Sunklavathy "Margaret" Rajbally (born 25 February 1932) is a retired South African politician and former trade unionist from KwaZulu-Natal. A garment worker by occupation, she was an organiser for the Garment Workers' Industrial Union in Durban during apartheid. She became a founding member of the Minority Front (MF) in 1993 and represented the party in the National Assembly for two terms from 1999 to 2009.

== Early life and union career ==
Rajbally was born on 25 February 1932. Later classified as Indian under apartheid, she was the youngest of nine children; her father was a taxi driver. Though raised in Edendale outside Pietermaritzburg, she left home as a teenager to complete her schooling at Sastri College in Durban. From the age of 15, she funded her education by working part-time as a machinist at Ascot Clothing in Umbilo.
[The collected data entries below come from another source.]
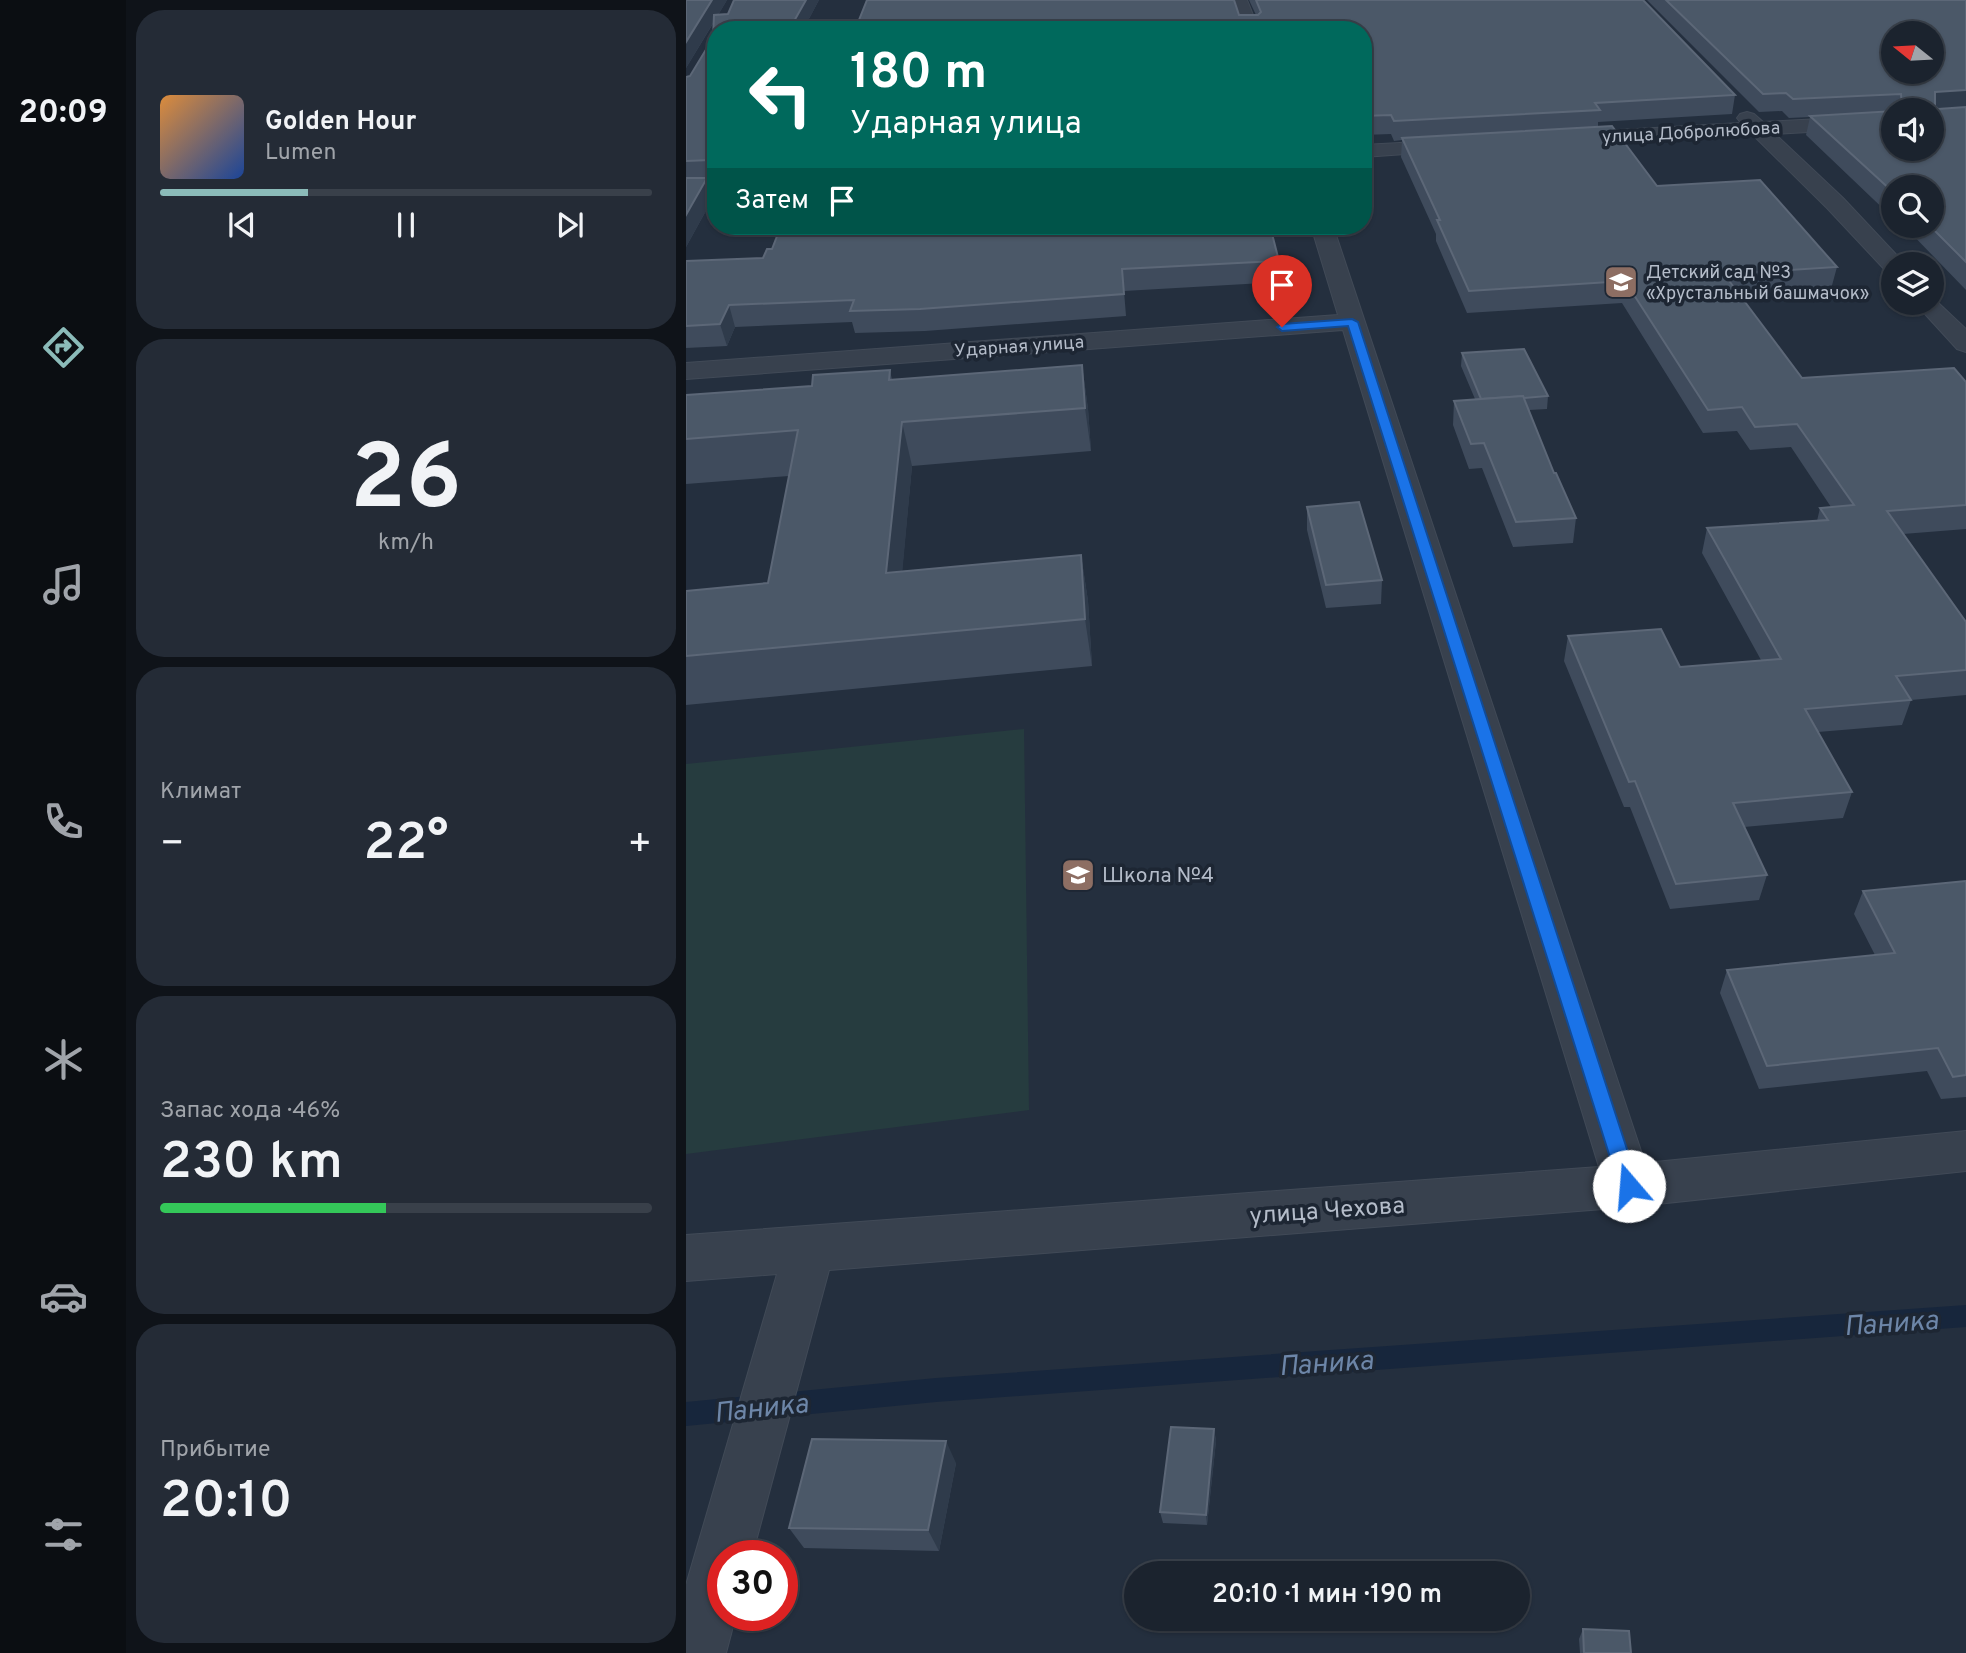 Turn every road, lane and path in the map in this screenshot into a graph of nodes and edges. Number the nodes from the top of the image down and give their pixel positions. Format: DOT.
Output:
graph roads {
  1 [pos="1238,0"];
  2 [pos="1246,21"];
  3 [pos="1736,106"];
  4 [pos="1881,122"];
  5 [pos="1757,128"];
  6 [pos="1550,141"];
  7 [pos="1474,145"];
  8 [pos="1372,151"];
  9 [pos="707,189"];
  10 [pos="686,190"];
  11 [pos="1325,235"];
  12 [pos="1881,252"];
  13 [pos="1938,315"];
  14 [pos="1352,322"];
  15 [pos="1966,344"];
  16 [pos="686,371"];
  17 [pos="1966,1150"];
  18 [pos="1629,1186"];
  19 [pos="809,1251"];
  20 [pos="686,1258"];
  21 [pos="728,1540"];
  22 [pos="707,1613"];
  23 [pos="696,1653"];
  1 -- 2 [label="street"];
  3 -- 5 [label="street"];
  4 -- 5 [label="street, улица Добролюбова"];
  5 -- 6 [label="street, улица Добролюбова"];
  5 -- 12 [label="street"];
  7 -- 8 [label="street"];
  9 -- 10 [label="street"];
  11 -- 14 [label="street"];
  13 -- 15 [label="street"];
  14 -- 16 [label="street, Ударная улица"];
  14 -- 18 [label="street"];
  17 -- 18 [label="street, улица Чехова"];
  18 -- 19 [label="street, улица Чехова"];
  19 -- 20 [label="street, улица Чехова"];
  19 -- 21 [label="street"];
  22 -- 23 [label="street"];
}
Shortly after becoming a full-time machinist, she was promoted to become a supervisor and was also elected as a shop steward. She was the steward at her workplace for the next two decades. In 1953, she took up a position as an organiser at the Garment Workers' Industrial Union. She worked for the union until 1993, when she retired from organising.

== Political career ==
By the time of her retirement from union organising, Rajbally had struck up a friendship with Amichand Rajbansi, who was then a member of the House of Delegates; they had met at a public meeting in Durban in the early 1990s and she had agreed to help him prepare to form a political party, particularly by introducing him to labour audiences. She was a founding member of Rajbansi's Minority Front (MF) in 1993.

From 1996 to 1999, Rajbally represented the MF as a ward councillor and deputy mayor in Durban's eThekwini Municipality. She left the council after the 1999 general election, in which the MF gained a single seat in the National Assembly; Rajbally persuaded Rajbansi to allow her to occupy it. She served two terms in the seat, gaining re-election in 2004; from 2004, she was joined by a second MF representative, Royith Bhoola.

Rajbally left Parliament after the 2009 general election. She remained active in the MF, and she stood unsuccessfully as a candidate for the party in the 2014 general election.

== Retirement and personal life ==
Rajbally had retired from frontline politics by 2017, though she remained connected to the MF. When the party was relaunched in 2018, she was elected to its national executive committee. She is also an area coordinator in her neighbourhood of Chatsworth. She has children and grandchildren.